== PROBLEM ==
From the first line to the last, transcribe the material exactly.

== DATA FOR ANALYSIS ==
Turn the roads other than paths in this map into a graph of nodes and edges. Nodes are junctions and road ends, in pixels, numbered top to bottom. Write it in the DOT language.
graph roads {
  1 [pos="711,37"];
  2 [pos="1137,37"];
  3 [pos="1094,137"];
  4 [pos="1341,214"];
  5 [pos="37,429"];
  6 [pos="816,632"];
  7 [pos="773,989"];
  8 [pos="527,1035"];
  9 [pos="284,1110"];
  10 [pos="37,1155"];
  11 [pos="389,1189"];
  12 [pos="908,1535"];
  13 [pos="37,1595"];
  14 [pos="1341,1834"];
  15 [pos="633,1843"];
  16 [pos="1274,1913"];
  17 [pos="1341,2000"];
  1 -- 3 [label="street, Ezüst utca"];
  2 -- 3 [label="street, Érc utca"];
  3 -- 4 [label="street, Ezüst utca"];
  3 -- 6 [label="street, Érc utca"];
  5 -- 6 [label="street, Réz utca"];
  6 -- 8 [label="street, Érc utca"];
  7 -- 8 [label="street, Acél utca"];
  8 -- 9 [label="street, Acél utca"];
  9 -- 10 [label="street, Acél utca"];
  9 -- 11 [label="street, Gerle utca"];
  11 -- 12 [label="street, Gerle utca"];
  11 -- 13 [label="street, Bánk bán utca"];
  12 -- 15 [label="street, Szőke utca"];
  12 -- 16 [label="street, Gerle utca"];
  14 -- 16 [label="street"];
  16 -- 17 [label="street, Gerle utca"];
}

== ANSWER TO THIS EXERCISE ==
Turn the roads other than paths in this map into a graph of nodes and edges. Nodes are junctions and road ends, in pixels, numbered top to bottom. Write it in the DOT language.
graph roads {
  1 [pos="711,37"];
  2 [pos="1137,37"];
  3 [pos="1094,137"];
  4 [pos="1341,214"];
  5 [pos="37,429"];
  6 [pos="816,632"];
  7 [pos="773,989"];
  8 [pos="527,1035"];
  9 [pos="284,1110"];
  10 [pos="37,1155"];
  11 [pos="389,1189"];
  12 [pos="908,1535"];
  13 [pos="37,1595"];
  14 [pos="1341,1834"];
  15 [pos="633,1843"];
  16 [pos="1274,1913"];
  17 [pos="1341,2000"];
  1 -- 3 [label="street, Ezüst utca"];
  2 -- 3 [label="street, Érc utca"];
  3 -- 4 [label="street, Ezüst utca"];
  3 -- 6 [label="street, Érc utca"];
  5 -- 6 [label="street, Réz utca"];
  6 -- 8 [label="street, Érc utca"];
  7 -- 8 [label="street, Acél utca"];
  8 -- 9 [label="street, Acél utca"];
  9 -- 10 [label="street, Acél utca"];
  9 -- 11 [label="street, Gerle utca"];
  11 -- 12 [label="street, Gerle utca"];
  11 -- 13 [label="street, Bánk bán utca"];
  12 -- 15 [label="street, Szőke utca"];
  12 -- 16 [label="street, Gerle utca"];
  14 -- 16 [label="street"];
  16 -- 17 [label="street, Gerle utca"];
}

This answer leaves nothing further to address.